The process involves two main steps: pruning the model using calibration data with SparseGPT, followed by data-free palettization of the pruned model using PostTrainingPalettizer.
Pruning with SparseGPT#
The LayerwiseCompressor (SparseGPT) algorithm compresses a sequential model layer by layer. Since it only supports sequential models, where the output of one layer directly feeds into the input of the next, some minor modifications are required for the UNet2DConditionModelXL to apply this algorithm.
We adjust the forward interface for the down, mid, and up blocks to ensure that the hidden_states, down_block_res_samples, temb, and encoder_hidden_states flow through all the blocks. The updated hidden_states and down_block_res_samples are then returned as outputs.

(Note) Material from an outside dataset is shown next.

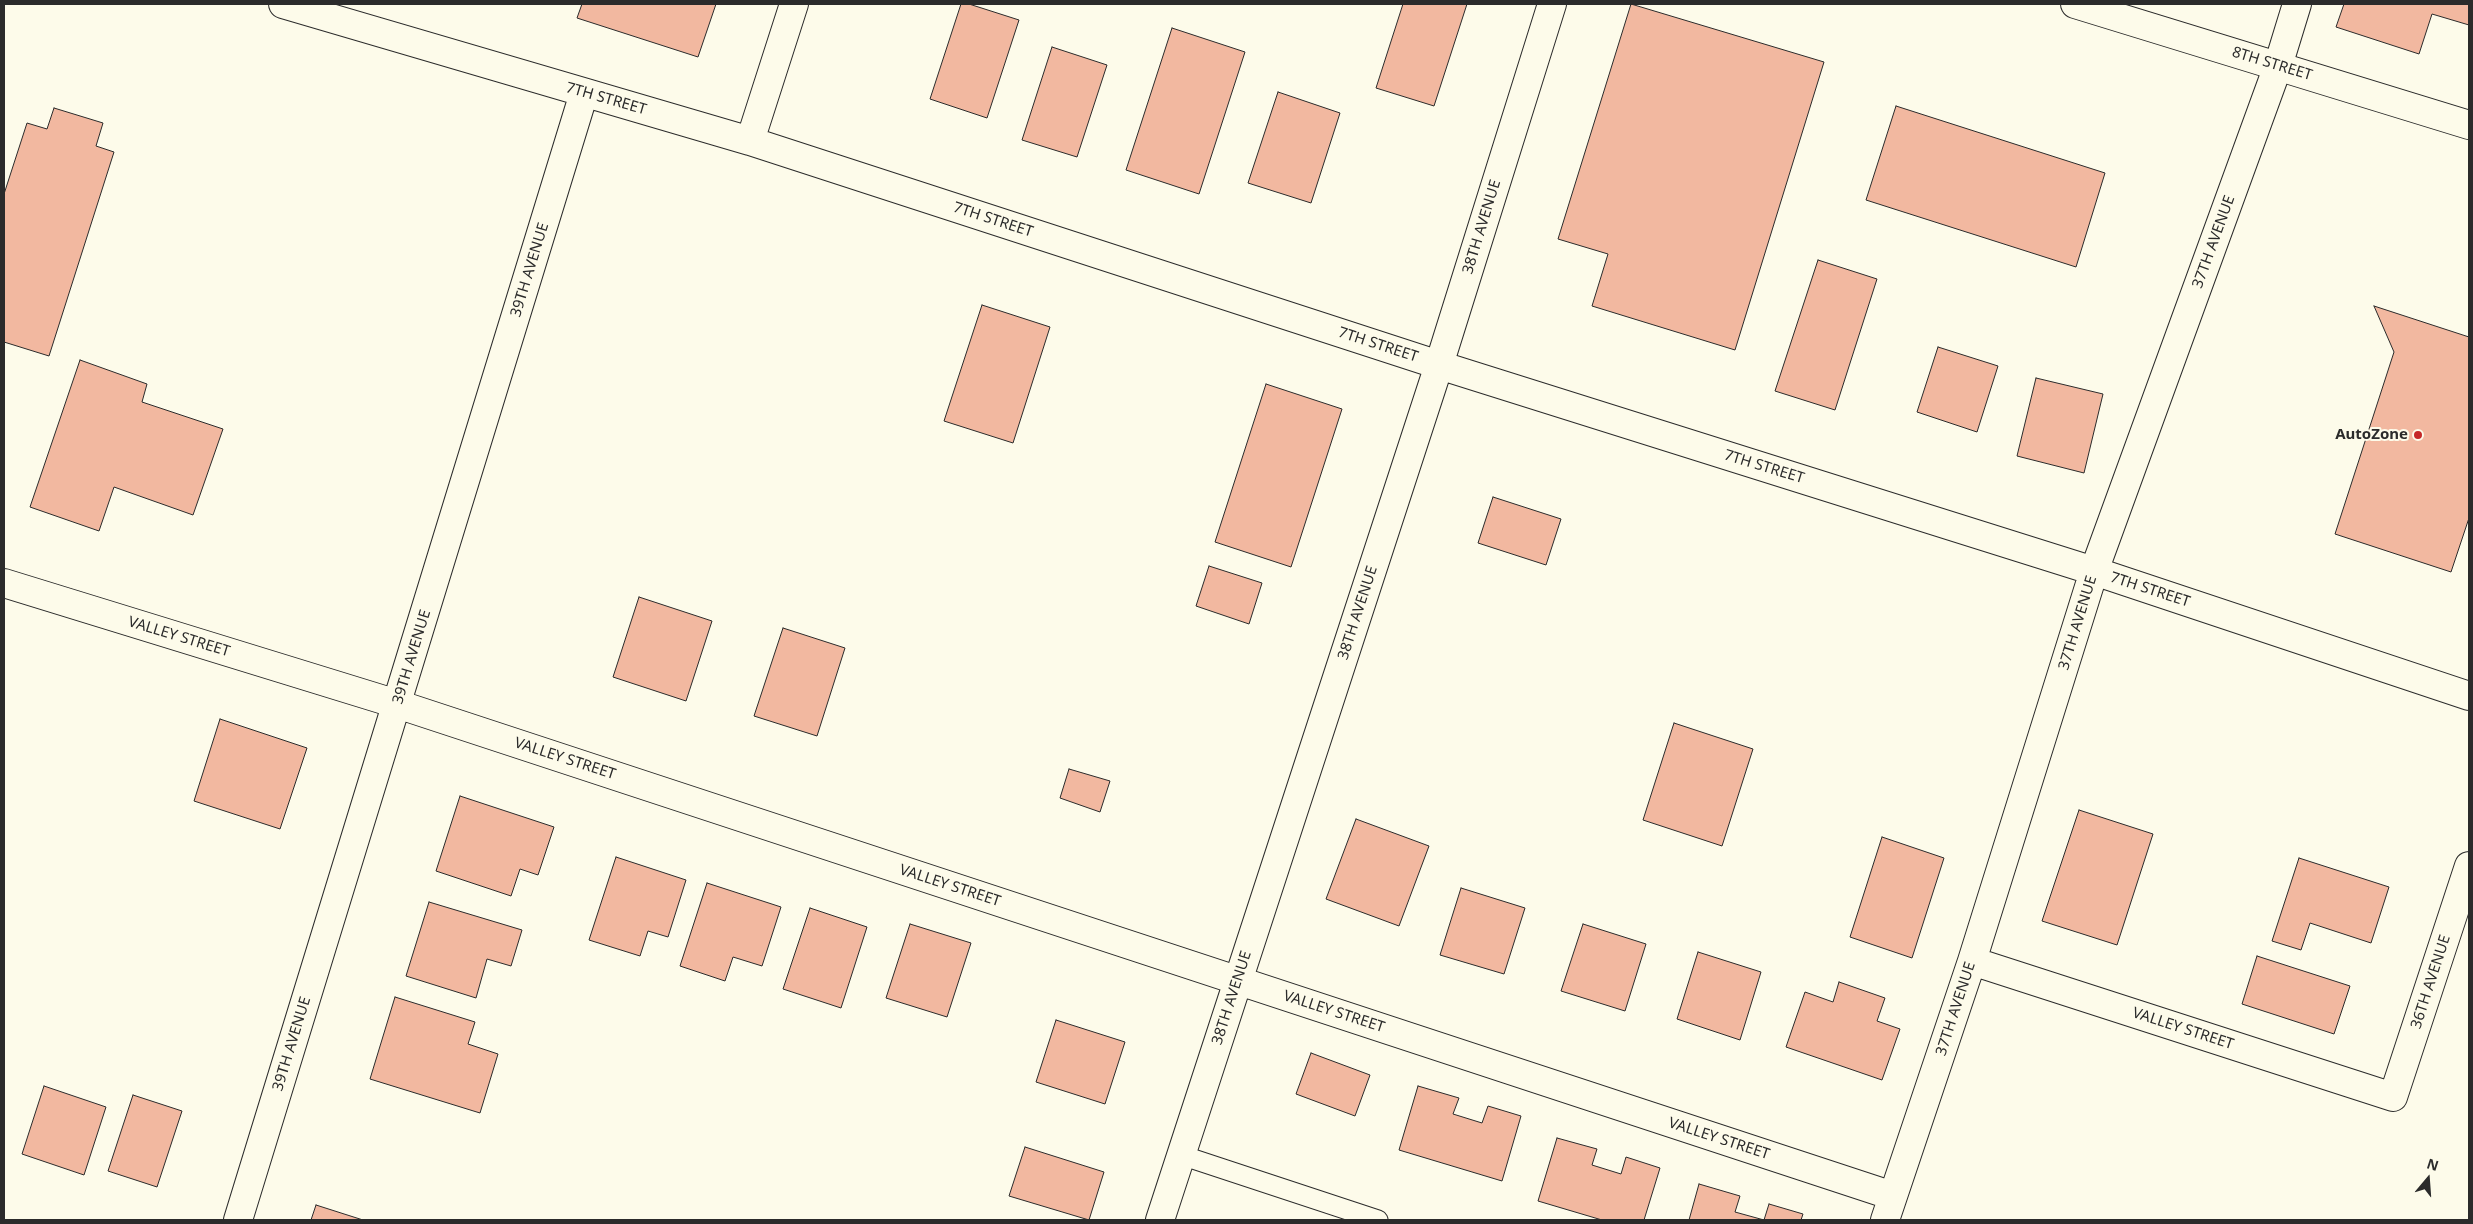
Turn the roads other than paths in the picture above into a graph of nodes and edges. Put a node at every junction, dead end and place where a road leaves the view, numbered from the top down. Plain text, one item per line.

This adjustment is necessary to avoid any skip connections across these blocks, so that the model is sequential.
Here are some code snippets highlighting the changes for reference:
CrossAttnDownBlock2D
UNetMidBlock2DCrossAttn
UpBlock2D
We accordingly adjust the top-level module that invokes the various down, mid, and up blocks.
UNet2DConditionModel
The model is then compressed at the granularity of the down, mid, and up blocks using the layers setting in LayerwiseCompressorConfig. In practice, this means that once a down block is fully compressed, its quantized outputs are used as inputs for the next block, and so on.
We used the following text prompts to calibrate the model. Samples from all timesteps were used for calibration.

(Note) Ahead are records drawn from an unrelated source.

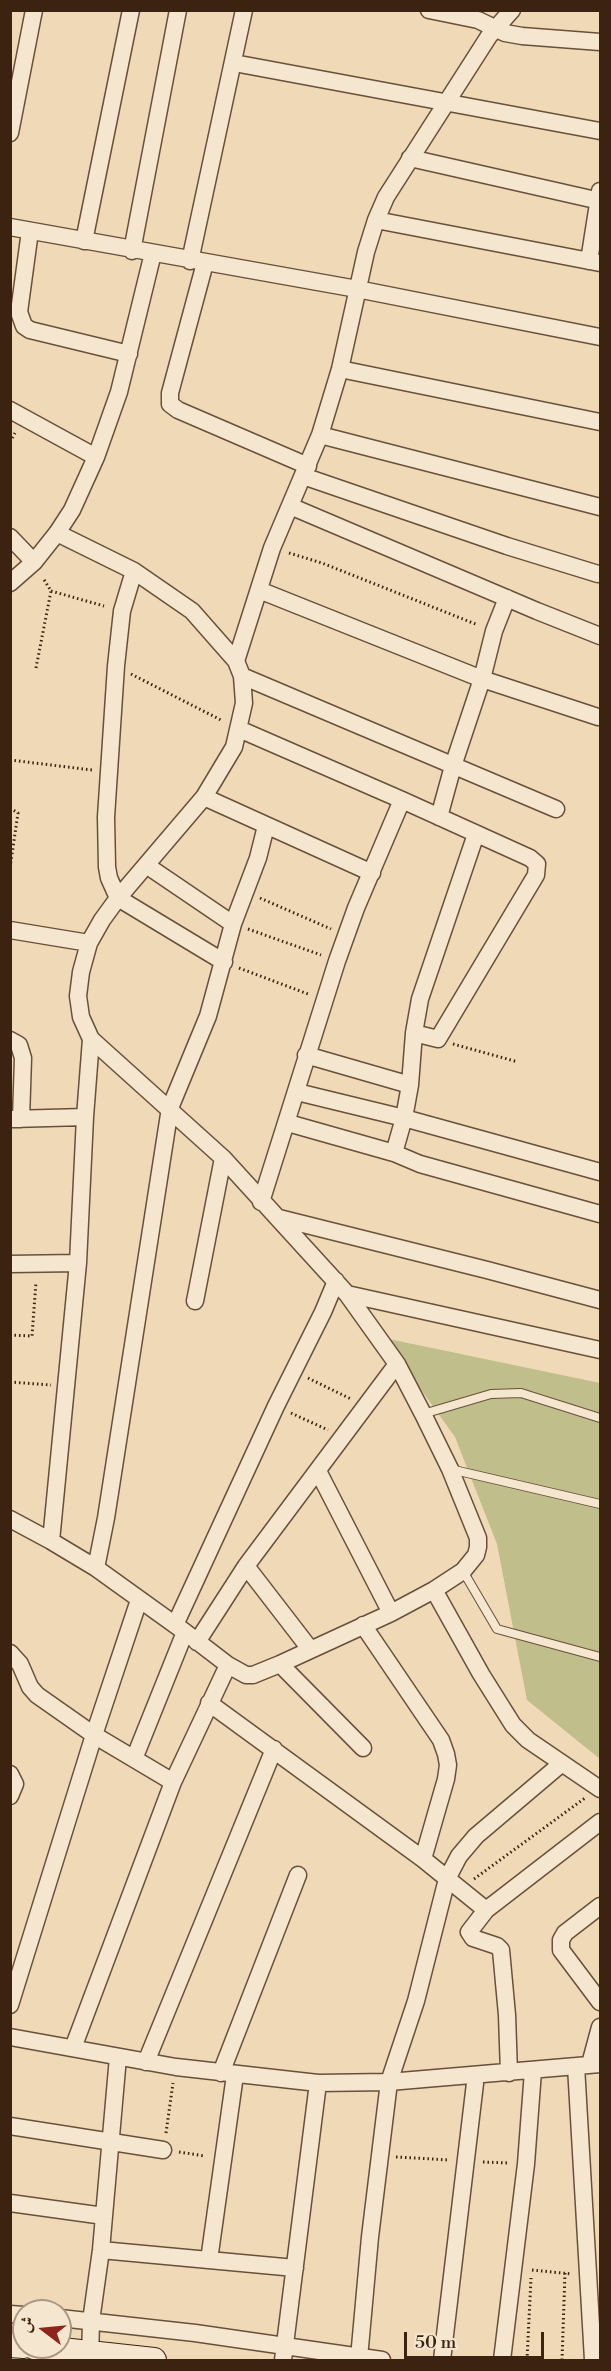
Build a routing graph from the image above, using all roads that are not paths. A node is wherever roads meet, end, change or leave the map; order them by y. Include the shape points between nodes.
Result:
1 (34, 10) edge
2 (131, 10) edge
3 (178, 10) edge
4 (244, 10) edge
5 (429, 10) edge
6 (512, 10) edge
7 (495, 28) junction
8 (600, 42) edge
9 (234, 63) junction
10 (445, 103) junction
11 (600, 131) edge
12 (10, 133) edge
13 (410, 158) junction
14 (600, 197) edge
15 (376, 220) junction
16 (10, 227) edge
17 (30, 231) junction
18 (84, 241) junction
19 (132, 250) junction
20 (153, 253) junction
21 (197, 262) junction
22 (595, 262) edge
23 (357, 290) junction
24 (600, 337) edge
25 (129, 354) junction
26 (340, 369) junction
27 (10, 410) edge
28 (600, 422) edge
29 (320, 435) junction
30 (96, 457) junction
31 (306, 471) junction
32 (290, 506) junction
33 (600, 507) edge
34 (57, 533) junction
35 (10, 537) edge
36 (34, 562) junction
37 (134, 571) junction
38 (598, 574) dead end
39 (10, 583) edge
40 (259, 590) junction
41 (507, 598) junction
42 (600, 636) edge
43 (239, 669) junction
44 (482, 678) junction
45 (598, 717) dead end
46 (239, 729) junction
47 (453, 766) junction
48 (204, 797) junction
49 (402, 800) junction
50 (556, 808) dead end
51 (439, 817) junction
52 (266, 826) junction
53 (476, 834) junction
54 (146, 865) junction
55 (372, 873) junction
56 (118, 898) junction
57 (233, 924) junction
58 (10, 930) edge
59 (89, 943) junction
60 (224, 962) junction
61 (414, 1033) junction
62 (91, 1039) junction
63 (10, 1040) edge
64 (306, 1055) junction
65 (410, 1085) junction
66 (297, 1092) junction
67 (170, 1108) junction
68 (85, 1118) junction
69 (404, 1118) junction
70 (16, 1119) edge
71 (288, 1123) junction
72 (394, 1153) junction
73 (223, 1158) junction
74 (600, 1172) edge
75 (261, 1202) junction
76 (600, 1214) edge
77 (278, 1218) junction
78 (78, 1263) junction
79 (10, 1264) edge
80 (341, 1288) junction
81 (600, 1300) edge
82 (195, 1301) dead end
83 (600, 1350) edge
84 (397, 1364) junction
85 (423, 1414) junction
86 (600, 1418) edge
87 (450, 1469) junction
88 (318, 1471) junction
89 (600, 1504) edge
90 (10, 1519) edge
91 (51, 1540) junction
92 (246, 1566) junction
93 (96, 1568) junction
94 (462, 1571) junction
95 (434, 1590) junction
96 (139, 1600) junction
97 (391, 1613) junction
98 (363, 1625) junction
99 (186, 1633) junction
100 (310, 1649) junction
101 (10, 1653) edge
102 (600, 1657) edge
103 (280, 1664) junction
104 (228, 1665) junction
105 (208, 1703) junction
106 (94, 1735) junction
107 (363, 1748) dead end
108 (274, 1749) junction
109 (134, 1759) junction
110 (561, 1764) junction
111 (10, 1774) edge
112 (173, 1782) junction
113 (599, 1788) edge
114 (10, 1796) edge
115 (600, 1822) edge
116 (423, 1859) junction
117 (298, 1875) dead end
118 (454, 1884) junction
119 (600, 1906) edge
120 (486, 1910) junction
121 (600, 2002) edge
122 (10, 2005) edge
123 (600, 2027) edge
124 (10, 2037) edge
125 (73, 2048) junction
126 (118, 2057) junction
127 (146, 2062) junction
128 (589, 2065) edge
129 (533, 2071) junction
130 (509, 2073) junction
131 (228, 2074) junction
132 (476, 2075) junction
133 (389, 2082) junction
134 (318, 2083) junction
135 (10, 2126) edge
136 (110, 2142) junction
137 (163, 2150) road end
138 (10, 2202) edge
139 (104, 2216) junction
140 (101, 2250) junction
141 (209, 2260) junction
142 (295, 2268) junction
143 (72, 2319) edge
144 (92, 2321) junction
145 (284, 2353) edge
146 (72, 2354) edge
147 (90, 2357) edge
148 (359, 2358) junction
149 (154, 2361) edge
150 (382, 2361) edge
151 (442, 2361) edge
152 (502, 2361) edge
153 (593, 2361) edge

1 - 12 street
2 - 18 street
3 - 19 street
4 - 9 street
5 - 7 street via 478,20
6 - 7 street
7 - 8 street via 522,36
7 - 10 street
9 - 10 street
9 - 21 street
10 - 11 street
10 - 13 street
13 - 14 street
13 - 15 street
14 - 22 street
15 - 22 street
15 - 23 street
16 - 17 street
17 - 18 street
17 - 25 street via 19,312 24,326
18 - 19 street
19 - 20 street
20 - 21 street
20 - 25 street
21 - 23 street
21 - 31 street via 170,404
23 - 24 street
23 - 26 street
25 - 30 street
26 - 28 street
26 - 29 street
27 - 30 street
29 - 31 street
29 - 33 street
30 - 34 street
31 - 32 street
31 - 38 street via 497,543
32 - 40 street
32 - 41 street
34 - 36 street
34 - 37 street
35 - 36 street
36 - 39 street
37 - 43 street via 192,611
37 - 56 street via 122,611 110,772 106,867
40 - 43 street
40 - 44 street
41 - 42 street
41 - 44 street
43 - 46 street via 244,703
43 - 47 street
44 - 45 street
44 - 47 street
46 - 48 street via 234,747
46 - 49 street
47 - 50 street
47 - 51 street
48 - 52 street
48 - 54 street
49 - 51 street
49 - 55 street
51 - 53 street
52 - 55 street
52 - 57 street
53 - 61 street via 426,980
53 - 61 street via 535,860 538,869 438,1039
54 - 56 street
54 - 57 street
55 - 64 street
56 - 59 street
56 - 60 street
57 - 60 street
58 - 59 street
59 - 62 street via 78,996 81,1017
60 - 67 street via 208,1016
61 - 65 street
62 - 67 street
62 - 68 street
63 - 70 street via 19,1045 23,1058
64 - 65 street
64 - 66 street
65 - 69 street
66 - 69 street
66 - 71 street
67 - 73 street
67 - 93 street
68 - 70 street
68 - 78 street
69 - 72 street
69 - 74 street
71 - 72 street
71 - 75 street
72 - 76 street via 420,1164
73 - 75 street
73 - 82 street
75 - 77 street
77 - 80 street
77 - 81 street
78 - 79 street
78 - 91 street
80 - 83 street
80 - 84 street
80 - 99 street via 276,1406
84 - 85 street
84 - 88 street
85 - 86 lane via 491,1394 521,1394
85 - 87 street
87 - 89 lane
87 - 94 street via 478,1538 476,1555
88 - 92 street
88 - 97 street
90 - 91 street
91 - 93 street
92 - 99 street
92 - 100 street
93 - 96 street
94 - 95 street
94 - 102 lane via 497,1629
95 - 97 street
95 - 110 street via 513,1725
96 - 99 street
96 - 106 street
97 - 98 street
98 - 100 street
98 - 116 street via 441,1740 446,1754 446,1779
99 - 104 street
99 - 109 street
100 - 103 street
101 - 106 street via 21,1664 37,1695
103 - 104 street via 253,1675 239,1673
103 - 107 street
104 - 105 street
105 - 108 street
105 - 112 street
106 - 109 street
106 - 122 street
108 - 116 street
108 - 127 street
109 - 112 street
110 - 113 street
110 - 118 street via 476,1836 459,1856
111 - 114 street via 15,1784
112 - 125 street
115 - 120 street
116 - 118 street
117 - 131 street
118 - 120 street
118 - 133 street
119 - 121 street via 561,1940 561,1950
120 - 130 street via 469,1932 473,1938 501,1950
123 - 128 street
124 - 125 street
125 - 126 street
126 - 127 street
126 - 136 street
127 - 131 street
128 - 129 street
128 - 153 street
129 - 130 street
129 - 152 street
130 - 132 street
131 - 134 street
131 - 141 street
132 - 133 street
132 - 151 street
133 - 134 street
133 - 148 street
134 - 142 street
135 - 136 street
136 - 137 street
136 - 139 street
138 - 139 street
139 - 140 street
140 - 141 street
140 - 144 street
141 - 142 street
142 - 145 street
143 - 144 street
144 - 145 street
144 - 147 street
145 - 148 street
146 - 147 street
147 - 149 street
148 - 150 street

modern office building, 8 stories tall, glass and steel, 3D render style, wide angle view, very detailed, sharp photographic image, in an office park, bright sunny day, clear blue skies, trees and landscaping
image of a transparent tall glass with ice, fruits and mint, photograph, commercial, food, warm background, beautiful image, detailed
german castle on a mountain, blue sky, realistic, photograph, dramatic, wide angle view
from coremltools.optimize.torch.layerwise_compression import (
LayerwiseCompressor,
LayerwiseCompressorConfig,
ModuleSparseGPTConfig,
)
def calibration_data_loader():
input_sample = load_data_iter()
yield input_sample
prune_config = ModuleSparseGPTConfig(target_sparsity=0.4)
compressor_config = LayerwiseCompressorConfig(
global_config=prune_config,
calibration_nsamples=128,
input_cacher="gpt",
layers=['down_blocks.\d+', 'mid_block', 'up_blocks.\d+']
)
pruner = LayerwiseCompressor(torch_model, compressor_config)

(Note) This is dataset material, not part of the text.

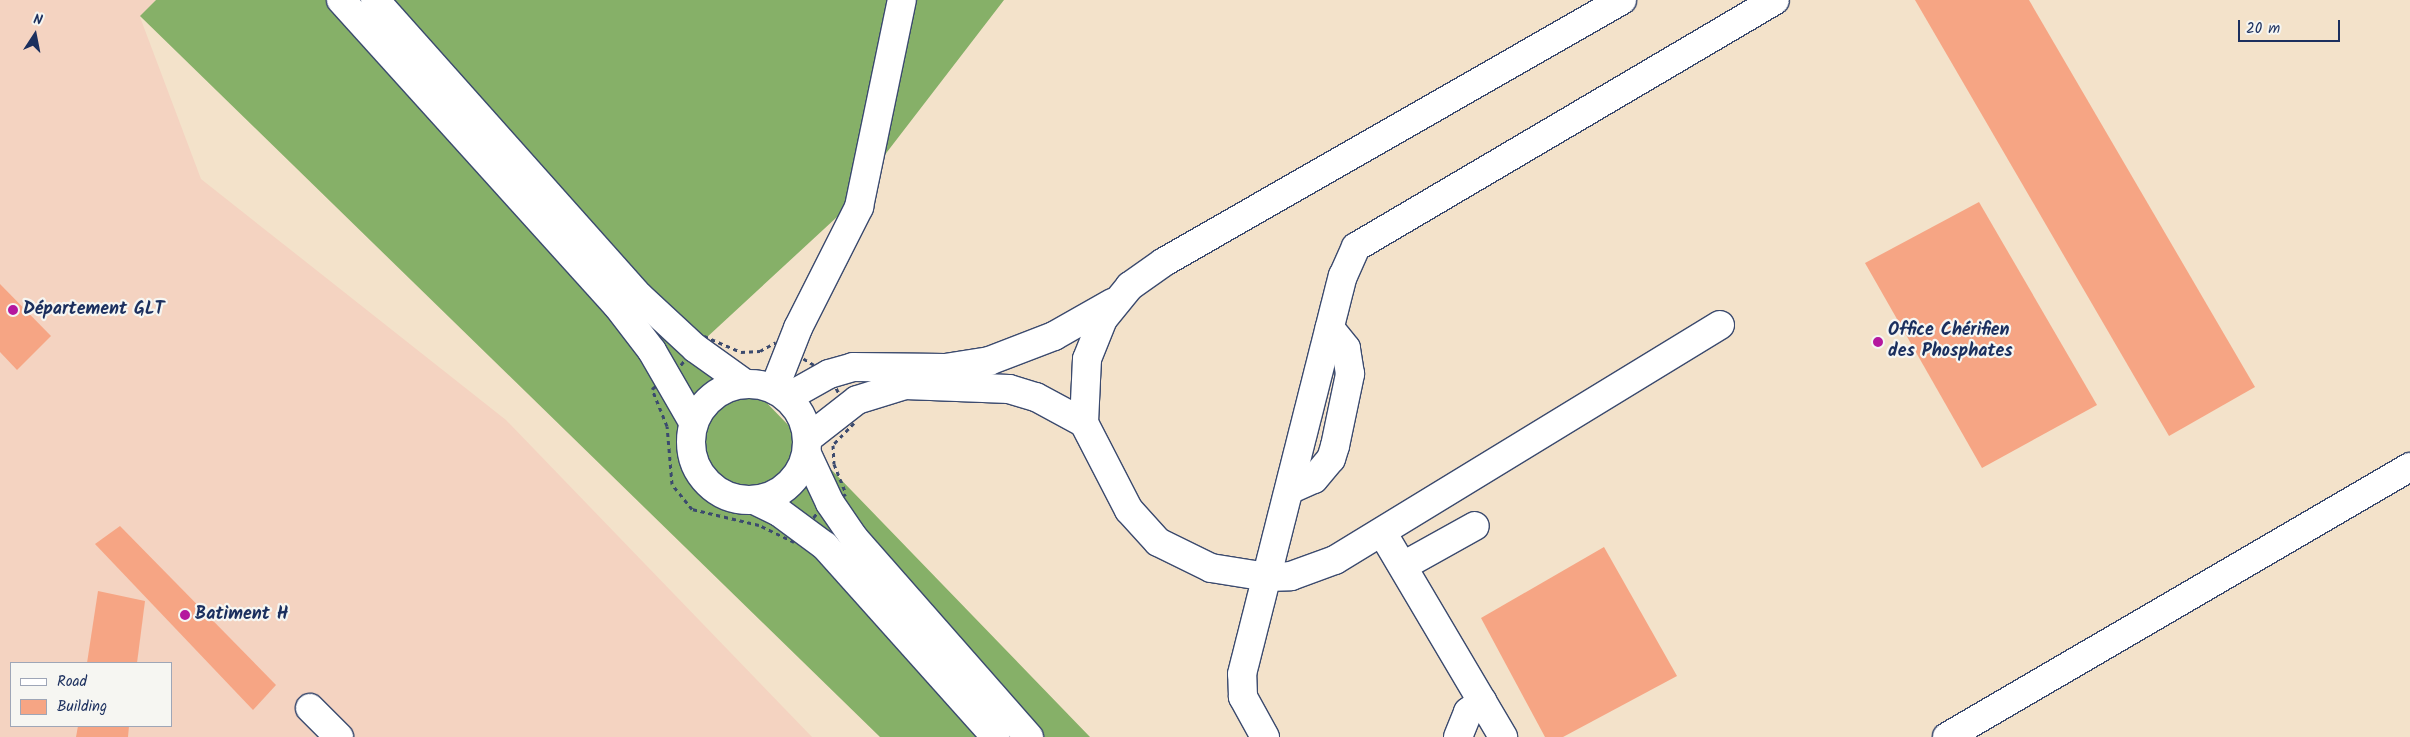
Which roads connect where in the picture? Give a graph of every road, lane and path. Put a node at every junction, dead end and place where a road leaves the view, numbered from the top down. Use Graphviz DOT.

sparse_model = pruner.compress(calibration_data_loader)
Palettization with PostTrainingPalettizer#
Next, we take the sparse model and apply grouped channel palettization, similar as shown here, but in this case on a sparse PyTorch model.
from coremltools.optimize.torch.palettization import (
PostTrainingPalettizer,
PostTrainingPalettizerConfig,
ModulePostTrainingPalettizerConfig
)
palettize_config = ModulePostTrainingPalettizerConfig(
n_bits=4,
granularity="per_grouped_channel",
group_size=16,
)
ptp_config = PostTrainingPalettizerConfig(global_config=palettize_config)
palettizer = PostTrainingPalettizer(sparse_model, ptp_config)
sparse_palettized_model = palettizer.compress()
The sparse_palettized_model generated above can be converted to produce a joint compressed mlpackage.
Results#
Config |
Model Size |
Image |
|---|---|---|
40% Sparsity, 4-bit (group_size=4) |
1.04 GB |
|
40% Sparsity, 4-bit (group_size=16) |
1.03 GB |
|
50% Sparsity, 4-bit (group_size=4) |
942 MB |
|
50% Sparsity, 4-bit (group_size=16) |
933 MB |
|
To summarize, we were able to use post training palettization to compress SDXL UNet model from 4.8GB to 1.2GB in size. We were able to regain accuracy lost from 4-bit palettization by using per grouped channel LUT.
With joint compression, we are able to further bring down the model size to 1GB, while still generating decent accuracy images with 40% sparsity.